━━━━━ Entries provided
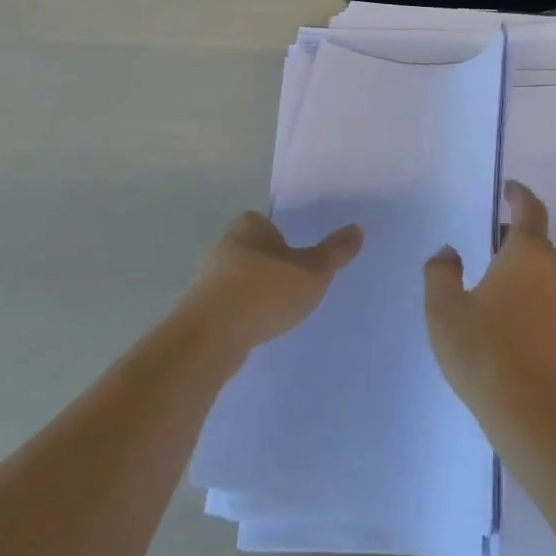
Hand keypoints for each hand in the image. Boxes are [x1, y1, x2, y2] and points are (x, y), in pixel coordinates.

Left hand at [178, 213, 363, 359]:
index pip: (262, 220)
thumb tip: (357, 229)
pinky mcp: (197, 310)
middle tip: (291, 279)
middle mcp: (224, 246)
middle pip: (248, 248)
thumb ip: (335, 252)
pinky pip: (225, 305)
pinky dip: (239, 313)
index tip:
━━━━━━━━━━
━━━━━ Entries provided
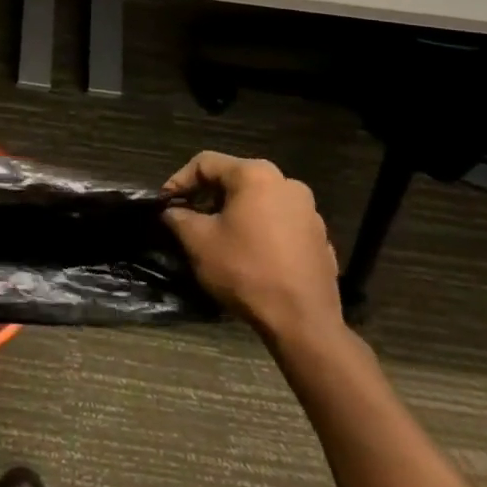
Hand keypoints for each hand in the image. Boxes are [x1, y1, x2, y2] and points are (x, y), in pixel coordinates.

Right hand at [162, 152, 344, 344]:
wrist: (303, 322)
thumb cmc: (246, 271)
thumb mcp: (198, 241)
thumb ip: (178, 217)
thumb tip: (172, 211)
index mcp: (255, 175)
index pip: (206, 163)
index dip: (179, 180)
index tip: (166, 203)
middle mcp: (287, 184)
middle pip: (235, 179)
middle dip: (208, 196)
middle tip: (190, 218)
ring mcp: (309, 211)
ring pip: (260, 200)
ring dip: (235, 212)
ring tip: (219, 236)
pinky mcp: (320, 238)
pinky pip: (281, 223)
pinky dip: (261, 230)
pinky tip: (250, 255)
━━━━━━━━━━
━━━━━ Entries provided
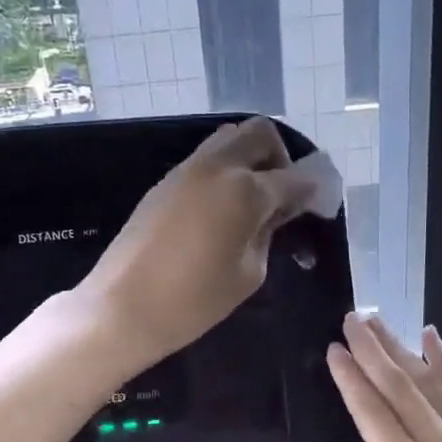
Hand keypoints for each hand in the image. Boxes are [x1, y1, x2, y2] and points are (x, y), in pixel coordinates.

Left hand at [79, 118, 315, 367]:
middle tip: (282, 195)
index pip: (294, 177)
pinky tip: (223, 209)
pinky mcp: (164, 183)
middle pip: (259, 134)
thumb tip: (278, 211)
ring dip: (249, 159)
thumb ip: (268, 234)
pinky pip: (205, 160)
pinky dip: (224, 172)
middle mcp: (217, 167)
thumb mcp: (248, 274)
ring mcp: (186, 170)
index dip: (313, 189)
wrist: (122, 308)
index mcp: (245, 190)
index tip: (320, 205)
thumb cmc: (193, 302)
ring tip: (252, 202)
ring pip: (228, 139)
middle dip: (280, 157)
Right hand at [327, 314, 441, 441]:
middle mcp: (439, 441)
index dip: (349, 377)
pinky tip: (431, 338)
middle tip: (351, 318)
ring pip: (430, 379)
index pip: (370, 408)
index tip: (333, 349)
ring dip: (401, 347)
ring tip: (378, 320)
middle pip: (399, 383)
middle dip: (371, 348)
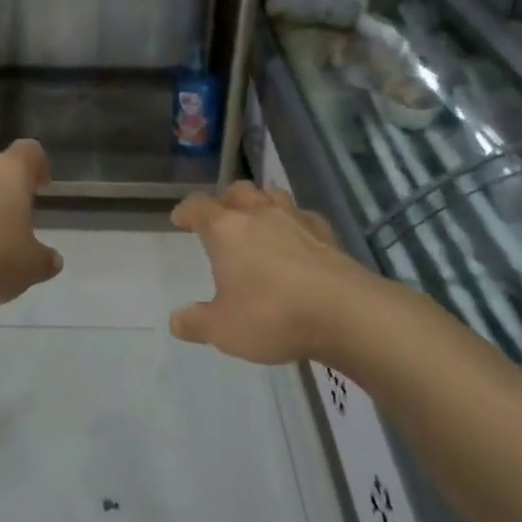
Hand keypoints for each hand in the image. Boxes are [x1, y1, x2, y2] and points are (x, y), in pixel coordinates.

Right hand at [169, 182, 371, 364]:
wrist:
━━━━━━━━━━
■ **What you will do**:
Using the entries above, extract exactly the span from the line with "middle tip: (282, 195)" to the line with "middle dip: (280, 157)", both lines included; leave out everything else.

■ **Task output**:
middle tip: (282, 195)
index pip: (294, 177)
pinky tip: (223, 209)
pinky mcp: (164, 183)
middle pip: (259, 134)
thumb tip: (278, 211)
ring dip: (249, 159)
thumb ip: (268, 234)
pinky pip: (205, 160)
pinky dip: (224, 172)
middle mcp: (217, 167)
thumb mcp: (248, 274)
ring mcp: (186, 170)
index dip: (313, 189)
wrist: (122, 308)
index mcp: (245, 190)
index tip: (320, 205)
thumb cmc: (193, 302)
ring tip: (252, 202)
ring pip: (228, 139)
middle dip: (280, 157)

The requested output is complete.